All of Kaseya’s fistful of acquisitions since they were acquired by a well-heeled venture fund have continued to sell their product to Kaseya’s competitors, and that will be the case here as well.

“Kaseya is always going to be open,” Voccola said. “We will always integrate best with our own products, but they all integrate fully with our competitors as well. IT Glue is a great example of that.”

RocketCyber just entered into their first distribution deal a few weeks ago, with Pax8. That relationship, which was concluded after the deal with Kaseya had been agreed to, although not announced, will continue. It will, however, be supplemented by a more advanced offering which Kaseya will sell itself.

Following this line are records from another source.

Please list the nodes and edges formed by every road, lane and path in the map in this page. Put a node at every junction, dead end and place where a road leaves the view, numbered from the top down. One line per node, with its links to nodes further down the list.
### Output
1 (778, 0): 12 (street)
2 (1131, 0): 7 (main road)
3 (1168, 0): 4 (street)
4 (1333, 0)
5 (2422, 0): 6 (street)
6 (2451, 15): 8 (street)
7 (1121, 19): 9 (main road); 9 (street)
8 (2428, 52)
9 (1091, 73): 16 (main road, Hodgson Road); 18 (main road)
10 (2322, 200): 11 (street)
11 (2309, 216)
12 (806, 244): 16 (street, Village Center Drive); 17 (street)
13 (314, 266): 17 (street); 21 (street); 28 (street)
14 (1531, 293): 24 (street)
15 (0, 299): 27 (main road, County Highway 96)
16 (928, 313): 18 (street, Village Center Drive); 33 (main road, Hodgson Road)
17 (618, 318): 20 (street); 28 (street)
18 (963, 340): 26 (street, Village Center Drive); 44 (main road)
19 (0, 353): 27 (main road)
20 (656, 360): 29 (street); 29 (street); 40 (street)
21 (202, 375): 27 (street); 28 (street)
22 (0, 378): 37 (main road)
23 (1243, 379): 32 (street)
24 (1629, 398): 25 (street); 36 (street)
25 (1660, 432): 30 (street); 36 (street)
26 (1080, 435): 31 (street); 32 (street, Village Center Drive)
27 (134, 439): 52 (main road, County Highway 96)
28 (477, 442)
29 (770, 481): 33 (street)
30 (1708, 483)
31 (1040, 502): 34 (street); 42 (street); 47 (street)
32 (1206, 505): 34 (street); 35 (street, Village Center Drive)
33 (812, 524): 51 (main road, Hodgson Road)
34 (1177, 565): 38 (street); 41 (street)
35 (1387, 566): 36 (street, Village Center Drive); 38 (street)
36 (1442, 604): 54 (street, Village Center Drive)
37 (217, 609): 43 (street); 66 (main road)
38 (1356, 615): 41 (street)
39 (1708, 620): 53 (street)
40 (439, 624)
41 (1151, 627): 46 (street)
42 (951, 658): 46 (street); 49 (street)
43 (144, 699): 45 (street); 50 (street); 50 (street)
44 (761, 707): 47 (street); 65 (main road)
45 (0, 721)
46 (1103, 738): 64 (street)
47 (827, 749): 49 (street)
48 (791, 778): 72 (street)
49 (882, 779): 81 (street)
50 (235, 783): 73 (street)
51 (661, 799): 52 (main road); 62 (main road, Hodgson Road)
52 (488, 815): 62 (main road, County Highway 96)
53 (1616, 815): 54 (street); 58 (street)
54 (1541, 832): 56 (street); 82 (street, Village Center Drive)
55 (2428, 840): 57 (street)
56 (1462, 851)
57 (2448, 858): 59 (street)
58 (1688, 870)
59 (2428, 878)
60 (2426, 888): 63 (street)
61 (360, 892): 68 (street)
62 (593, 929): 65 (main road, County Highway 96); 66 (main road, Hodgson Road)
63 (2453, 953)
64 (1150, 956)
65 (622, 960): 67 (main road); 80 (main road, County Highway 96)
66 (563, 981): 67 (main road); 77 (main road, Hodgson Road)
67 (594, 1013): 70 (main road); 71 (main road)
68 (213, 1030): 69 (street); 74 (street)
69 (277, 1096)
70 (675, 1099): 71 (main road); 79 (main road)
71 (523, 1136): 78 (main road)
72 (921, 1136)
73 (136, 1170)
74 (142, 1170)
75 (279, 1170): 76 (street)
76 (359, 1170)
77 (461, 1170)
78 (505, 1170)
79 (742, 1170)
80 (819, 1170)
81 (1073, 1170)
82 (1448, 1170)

“We are releasing another product – Kaseya SOC, powered by RocketCyber,” Voccola said. “It’s a different and more advanced SOC offering – and more expensive – which our team will be selling.”

Out of the gate as a Kaseya company, RocketCyber will have an integration with Passly that delivers single sign on access to RocketCyber and ingests user login data from Passly for review by RocketCyber analysts. They will also soon have an integration with IT Glue that lets RocketCyber monitor password usage for suspicious activity and immediately alert the SOC in the event of suspicious behavior.

“That’s a very sexy integration,” Voccola noted.

Also on the very short-term roadmap are additional integrations with additional Kaseya companies: ID Agent Dark Web ID, Graphus and RapidFire Tools.

“We are talking weeks here,” Voccola said. “The way we have architected our IT Complete platform, it lets us do these things pretty quickly.”